There are also spaces for 2x 18pin 2114 SRAMs, as on this other board. I have a supply of spare 2114s, so I was about to fit sockets like this. Then I thought this would be a good opportunity to try out upgrading the onboard RAM. There are various options for this, the chips I have to hand are 32K, and it is possible to add 32K RAM, but this requires some additional logic, see this article for more info. The easier option is just to ignore half of the chip and get 16K RAM. That is fine because most of the software is designed for 16K.
The original chip was 24 pin, the new RAM is 28 pin. There are holes for a 28 pin socket, but there are a few differences between the way that socket is wired, and the pinout of a 62256 32K SRAM.
Pin 21 is set to either VCC or A10 by jumpers L1 and L2, so L2 needs to be fitted to use A10. That leaves 4 pins that need to be changed. Actually it's only three. The chips is 32K, so there is one additional address line that isn't being used and should be tied high or low.
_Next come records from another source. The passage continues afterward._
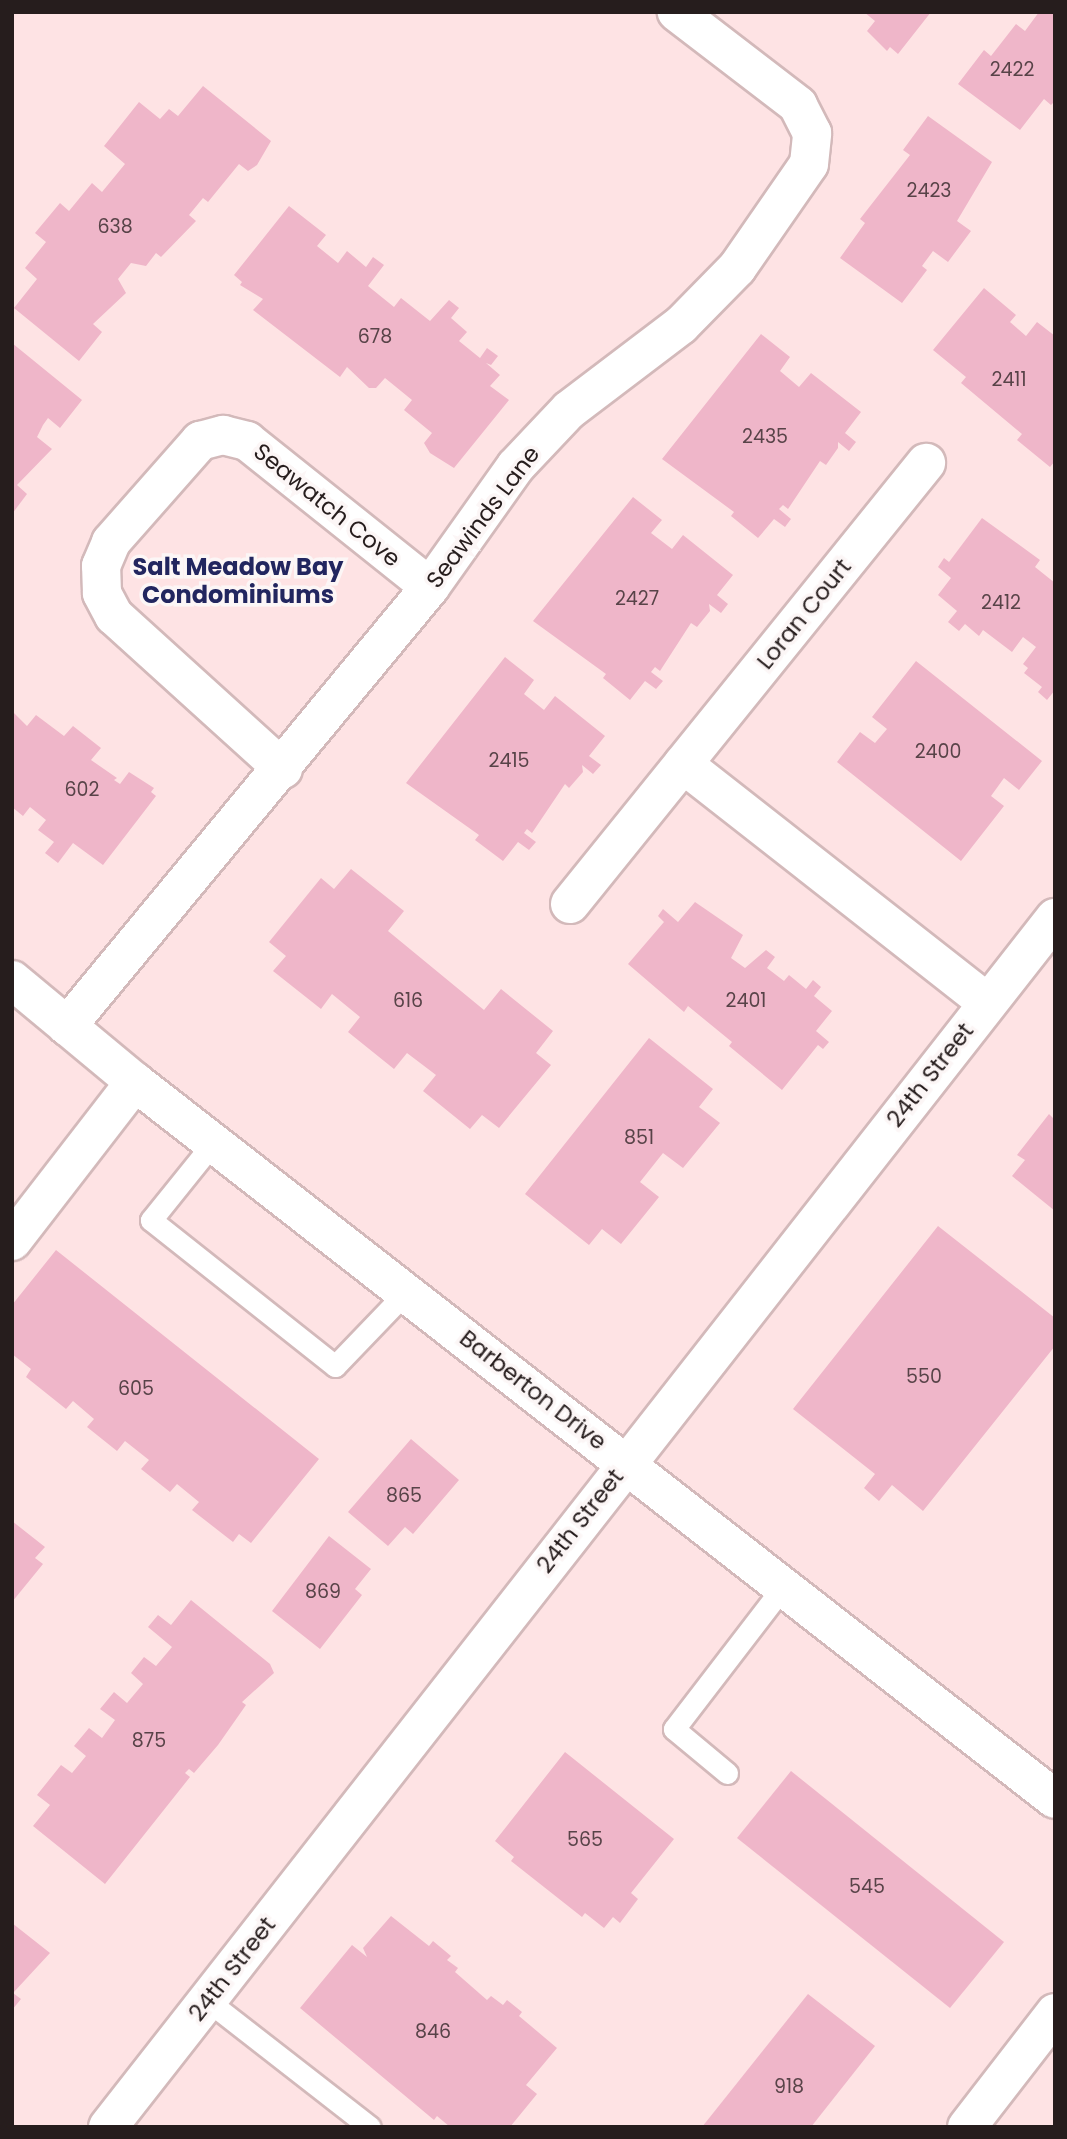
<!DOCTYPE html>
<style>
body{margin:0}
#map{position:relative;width:1067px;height:2139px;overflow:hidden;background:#fee3e4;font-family:Poppins,sans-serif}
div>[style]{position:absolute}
.building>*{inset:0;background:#efb6c9}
.roads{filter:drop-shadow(2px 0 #d3b9ba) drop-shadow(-2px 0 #d3b9ba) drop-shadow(0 2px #d3b9ba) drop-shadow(0 -2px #d3b9ba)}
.service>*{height:21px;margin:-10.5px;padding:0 10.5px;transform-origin:10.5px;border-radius:10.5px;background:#fff}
.minor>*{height:38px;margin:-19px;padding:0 19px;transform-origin:19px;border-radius:19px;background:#fff}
.tertiary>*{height:38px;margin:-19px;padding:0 19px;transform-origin:19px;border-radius:19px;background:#fff}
span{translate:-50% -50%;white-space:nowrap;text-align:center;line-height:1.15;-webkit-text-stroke:7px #fcf6f6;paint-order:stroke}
.number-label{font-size:19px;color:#584348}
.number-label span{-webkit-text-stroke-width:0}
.street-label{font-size:23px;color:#261d1d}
.neighbourhood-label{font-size:24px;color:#22265f;font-weight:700}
.frame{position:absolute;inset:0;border:14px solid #261d1d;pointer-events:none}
</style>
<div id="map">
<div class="building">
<i style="clip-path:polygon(864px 12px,931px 12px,898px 54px,890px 47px,887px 51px,867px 31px,875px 21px)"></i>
<i style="clip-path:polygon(1039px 12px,1055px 12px,1055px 101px,1051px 105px,1044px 99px,1020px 130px,958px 84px,984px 50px,991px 56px,1016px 24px,1025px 31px)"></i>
<i style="clip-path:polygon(203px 86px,271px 141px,257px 165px,248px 171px,239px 164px,208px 202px,203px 198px,189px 215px,196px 221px,161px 257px,156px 253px,146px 266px,131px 263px,118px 279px,126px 293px,93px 324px,102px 332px,79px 361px,14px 308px,37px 279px,25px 268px,46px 242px,35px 233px,60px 203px,69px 211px,92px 183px,102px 192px,125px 164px,104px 146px,139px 102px,160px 119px,169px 109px,178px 116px)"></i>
<i style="clip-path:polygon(928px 116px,992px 162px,957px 221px,971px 231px,948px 262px,933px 251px,922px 266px,927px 270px,902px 303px,840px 258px,865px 223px,860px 219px,910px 155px,903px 150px)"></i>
<i style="clip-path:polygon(289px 206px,326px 235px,317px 246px,338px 263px,347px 251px,366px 267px,373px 257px,384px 265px,368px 286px,394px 307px,401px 298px,430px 321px,449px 300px,459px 308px,451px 318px,467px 332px,459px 341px,480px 358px,487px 348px,498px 356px,491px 365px,486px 363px,500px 375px,490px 386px,509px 400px,454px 468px,430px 453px,424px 443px,432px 433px,404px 410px,412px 400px,385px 378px,376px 388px,369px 388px,347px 367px,340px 377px,253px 310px,263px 299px,240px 285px,242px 282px,234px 275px)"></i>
<i style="clip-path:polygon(984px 288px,1016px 315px,1010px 322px,1026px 336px,1037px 322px,1055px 336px,1055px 461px,1050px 467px,1017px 440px,1022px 434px,961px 383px,966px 377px,933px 350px)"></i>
<i style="clip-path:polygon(761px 334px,790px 357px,780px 371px,799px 387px,811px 373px,861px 412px,845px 433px,856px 442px,849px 451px,838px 442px,838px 448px,826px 465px,820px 461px,788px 509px,783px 505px,779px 509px,791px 519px,785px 527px,774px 519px,758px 538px,731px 516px,734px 512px,662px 459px)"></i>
<i style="clip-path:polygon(12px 343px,82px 400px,60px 428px,48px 418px,43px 425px,37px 437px,52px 449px,17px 485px,27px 494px,12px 514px)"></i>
<i style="clip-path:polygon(633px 497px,662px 520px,651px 533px,672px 549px,683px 535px,733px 575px,717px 595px,728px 604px,721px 613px,709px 604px,710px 611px,697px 627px,691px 623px,660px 671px,655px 667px,651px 672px,663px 681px,656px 689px,645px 681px,630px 700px,603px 678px,606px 674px,533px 621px)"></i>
<i style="clip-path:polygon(982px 518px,1040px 560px,1035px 567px,1055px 583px,1055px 690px,1047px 700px,1038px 692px,1042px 687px,1024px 673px,1028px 668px,1023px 664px,1036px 647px,1023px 637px,1012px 652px,983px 630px,979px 636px,965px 624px,959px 631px,948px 622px,957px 611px,938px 595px,951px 578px,938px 567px,944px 558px,949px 562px)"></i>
<i style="clip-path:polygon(505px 657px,534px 680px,524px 694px,544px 710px,555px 696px,605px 736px,589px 756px,601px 765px,593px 774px,582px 765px,583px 772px,569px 788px,565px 784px,532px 833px,527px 829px,524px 833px,536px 842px,529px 850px,518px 842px,503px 861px,475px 840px,479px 835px,406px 783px)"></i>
<i style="clip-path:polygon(916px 661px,1042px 761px,1019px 790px,1004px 778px,991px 796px,1004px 806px,961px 861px,837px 762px,860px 732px,875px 743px,887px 729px,872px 717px)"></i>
<i style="clip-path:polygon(12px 711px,27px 726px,36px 715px,64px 736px,73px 726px,101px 748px,91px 760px,117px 778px,114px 780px,120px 784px,129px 772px,154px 788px,151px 792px,156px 796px,103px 865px,73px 843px,58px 863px,45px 853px,54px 842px,38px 830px,46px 820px,30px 807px,23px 816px,12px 807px)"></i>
<i style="clip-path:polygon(351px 869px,404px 911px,388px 931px,484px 1010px,501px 989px,553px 1031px,536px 1053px,551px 1065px,499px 1128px,482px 1115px,470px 1129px,423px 1091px,436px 1075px,407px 1053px,394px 1069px,348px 1032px,360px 1017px,332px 994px,321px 1009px,273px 971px,286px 956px,269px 942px,321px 878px,334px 889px)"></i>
<i style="clip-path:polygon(695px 902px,743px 935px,731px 958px,745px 968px,766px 950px,775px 957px,767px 968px,784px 981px,789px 975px,806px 989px,813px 980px,821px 987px,814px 996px,832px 1011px,816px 1031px,829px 1042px,823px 1049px,818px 1045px,782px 1090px,729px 1046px,732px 1042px,688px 1006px,684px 1012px,628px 964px,664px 922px,658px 916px,663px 909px,678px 922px)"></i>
<i style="clip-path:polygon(649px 1038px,713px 1089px,699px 1107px,720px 1123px,683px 1168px,663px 1153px,640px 1182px,659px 1197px,621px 1244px,602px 1229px,589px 1245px,525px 1194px)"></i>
<i style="clip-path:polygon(1049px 1114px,1055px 1120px,1055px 1211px,1012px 1176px,1025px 1160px,1017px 1155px)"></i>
<i style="clip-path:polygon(938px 1226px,1055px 1318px,1055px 1346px,923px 1511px,892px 1485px,879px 1501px,864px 1488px,875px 1474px,793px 1409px)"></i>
<i style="clip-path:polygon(56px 1250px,319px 1459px,251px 1543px,239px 1534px,233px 1542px,192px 1510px,199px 1502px,177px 1484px,170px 1492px,141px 1469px,149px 1460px,125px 1441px,117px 1451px,87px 1427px,94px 1419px,73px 1401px,66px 1409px,26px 1377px,31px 1369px,12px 1354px,12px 1305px)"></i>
<i style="clip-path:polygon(411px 1439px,459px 1480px,413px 1534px,405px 1527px,388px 1546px,348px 1512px)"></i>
<i style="clip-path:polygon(12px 1521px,45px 1547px,35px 1558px,43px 1564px,12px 1602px)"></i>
<i style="clip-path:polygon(329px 1536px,371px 1569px,355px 1589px,362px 1595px,320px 1649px,272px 1611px)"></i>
<i style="clip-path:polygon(191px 1600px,270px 1664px,274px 1673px,242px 1702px,246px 1705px,218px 1745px,194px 1773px,189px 1769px,185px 1773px,190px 1777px,105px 1884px,33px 1826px,50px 1805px,37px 1795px,61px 1765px,72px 1773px,86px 1756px,74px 1746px,89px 1728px,102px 1738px,115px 1720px,100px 1709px,114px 1692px,127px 1703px,143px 1684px,131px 1673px,144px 1657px,156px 1666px,172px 1647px,148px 1627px,158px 1615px,171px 1625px)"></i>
<i style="clip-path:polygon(565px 1752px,674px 1839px,631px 1893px,638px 1899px,620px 1923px,613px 1917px,604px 1928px,585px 1913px,582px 1917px,511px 1861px,514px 1857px,495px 1841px)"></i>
<i style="clip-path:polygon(791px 1771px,1004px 1942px,950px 2008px,737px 1838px)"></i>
<i style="clip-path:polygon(391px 1916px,429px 1946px,433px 1941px,451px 1956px,447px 1960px,458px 1968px,455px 1972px,487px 2000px,491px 1996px,503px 2005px,507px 2000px,522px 2012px,519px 2016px,557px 2048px,526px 2085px,537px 2094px,510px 2127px,450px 2127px,437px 2116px,434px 2120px,300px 2008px,352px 1945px,367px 1957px,363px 1948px)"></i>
<i style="clip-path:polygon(12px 1923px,50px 1953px,13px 1993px,21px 1999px,12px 2010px)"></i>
<i style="clip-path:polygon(808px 1994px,875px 2046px,811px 2127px,702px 2127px)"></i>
</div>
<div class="roads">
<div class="service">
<i style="left:213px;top:1143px;width:99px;rotate:128.8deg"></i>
<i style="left:151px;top:1220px;width:235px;rotate:38.4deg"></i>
<i style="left:335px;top:1366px;width:103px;rotate:-46.2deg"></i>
<i style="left:727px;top:1773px;width:69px;rotate:-140.3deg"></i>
<i style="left:674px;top:1729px;width:179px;rotate:-52.5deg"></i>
<i style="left:208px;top:2001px;width:205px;rotate:37.9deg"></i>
</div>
<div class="minor">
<i style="left:683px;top:764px;width:386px;rotate:38.1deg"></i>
<i style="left:283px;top:769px;width:228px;rotate:-137.8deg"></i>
<i style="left:114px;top:616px;width:26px;rotate:-118deg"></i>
<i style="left:102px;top:593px;width:27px;rotate:-92deg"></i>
<i style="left:101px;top:566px;width:26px;rotate:-67deg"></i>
<i style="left:111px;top:542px;width:135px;rotate:-48.6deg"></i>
<i style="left:200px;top:441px;width:24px;rotate:-15deg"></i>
<i style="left:223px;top:435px;width:25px;rotate:14deg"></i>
<i style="left:247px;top:441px;width:234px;rotate:38.6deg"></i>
<i style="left:570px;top:904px;width:567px;rotate:-51.09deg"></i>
<i style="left:12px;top:980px;width:160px;rotate:39.7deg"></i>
<i style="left:135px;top:1082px;width:1166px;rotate:37.93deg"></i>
<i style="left:67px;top:1026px;width:570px;rotate:-50.41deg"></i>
<i style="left:430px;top:587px;width:148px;rotate:-54.6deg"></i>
<i style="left:516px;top:466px;width:77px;rotate:-46.6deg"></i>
<i style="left:569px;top:410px;width:141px;rotate:-37.2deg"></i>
<i style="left:681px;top:325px;width:80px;rotate:-45.5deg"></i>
<i style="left:737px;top:268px;width:126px;rotate:-55.3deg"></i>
<i style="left:809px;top:164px;width:31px;rotate:-84deg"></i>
<i style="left:812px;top:133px;width:31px;rotate:-117deg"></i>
<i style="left:798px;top:105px;width:153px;rotate:-142.5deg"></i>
<i style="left:12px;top:1241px;width:201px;rotate:-52.3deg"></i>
<i style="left:967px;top:2127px;width:144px;rotate:-52.3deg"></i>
</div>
<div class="tertiary">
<i style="left:108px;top:2127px;width:1536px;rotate:-51.93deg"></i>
</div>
</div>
<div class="number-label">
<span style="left:1012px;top:70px">2422</span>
<span style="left:929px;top:191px">2423</span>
<span style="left:115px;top:227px">638</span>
<span style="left:375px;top:337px">678</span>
<span style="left:1009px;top:380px">2411</span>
<span style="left:765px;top:437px">2435</span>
<span style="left:637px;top:599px">2427</span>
<span style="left:1001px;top:603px">2412</span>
<span style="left:938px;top:752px">2400</span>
<span style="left:509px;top:761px">2415</span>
<span style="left:82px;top:790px">602</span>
<span style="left:408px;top:1001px">616</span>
<span style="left:746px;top:1001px">2401</span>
<span style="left:639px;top:1138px">851</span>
<span style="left:924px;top:1377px">550</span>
<span style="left:136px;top:1389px">605</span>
<span style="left:404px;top:1496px">865</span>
<span style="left:323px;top:1592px">869</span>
<span style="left:149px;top:1741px">875</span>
<span style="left:585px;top:1840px">565</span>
<span style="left:867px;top:1887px">545</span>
<span style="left:433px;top:2032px">846</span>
<span style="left:789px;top:2087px">918</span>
</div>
<div class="street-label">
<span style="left:327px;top:505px;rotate:39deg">Seawatch Cove</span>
<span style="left:483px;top:517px;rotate:-53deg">Seawinds Lane</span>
<span style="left:804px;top:614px;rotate:-51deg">Loran Court</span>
<span style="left:930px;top:1075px;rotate:-52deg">24th Street</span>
<span style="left:533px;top:1390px;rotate:38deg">Barberton Drive</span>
<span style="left:580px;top:1521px;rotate:-52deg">24th Street</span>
<span style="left:232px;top:1969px;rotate:-52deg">24th Street</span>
</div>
<div class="neighbourhood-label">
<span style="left:238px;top:581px">Salt Meadow Bay<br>Condominiums</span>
</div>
<div class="frame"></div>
</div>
Ideally, that would be A14, but with RAM chips it doesn't actually matter what order the address lines are in ,or the data lines for that matter. There are a few options here, I've seen some people do this by bending out the legs of the chips and connecting from the bent leg to an appropriate via on the board. I prefer to leave the legs straight and make the changes on the back of the board.
Pin 2 is a problem as the VCC track goes through the pad for the pin on the top layer, so I've left that one as is, so that leaves three tracks to cut. Pin 26 is connected to VCC on the top AND bottom layer, so both need to be cut, refresh to pin 1 and WE to pin 23 can be cut on the bottom later.
A10 is connected to pin 21 via L2. The remaining pins can then be connected to the next three address lines, A11, A12 and A13. These can be found at the near end of the diodes next to the keyboard connector. D1, D3 and D5. Again the order doesn't matter, so I've gone for the nearest.
I've highlighted the changes above. Doing those changes under the board leaves the top neat and tidy.
The final look is almost as if it was designed to go there.
Once done, time to power up and wait for the K. So far so good. The usual test is to run
  • PRINT PEEK 16388+256*PEEK 16389
This gives 32768, showing the top of the RAM is at 32K. The first 16K is the ROM, so that means it has recognised 16K of RAM. Time for some proper testing, the copy of 3D Monster Maze I've been using to test ZX81's for over 30 years!
And away we go, Rex indeed lies in wait.
Well I did have to test it thoroughly. That all seems to work, and is now less susceptible to RAM pack wobble. The board with 2x 2114 chips draws around 400mA. With a single 4118 RAM chip, the current drawn was around 410mA. With a 16K RAM pack was 540mA. This newly modified board draws only 300mA, so less strain on the 7805 regulator which should now run a bit cooler.
I may have eluded Rex this time, but he is angry and I'll need more luck next time....

UPDATE: I can now offer a fitting service if you have a ZX81 that needs an internal RAM update, or composite video modification, voltage regulator switch mode replacement etc. Contact me if you are interested.

UPDATE 2: Some more photos, this is the memory size check:
The result is 32768 as expected (16K ROM and 16K RAM).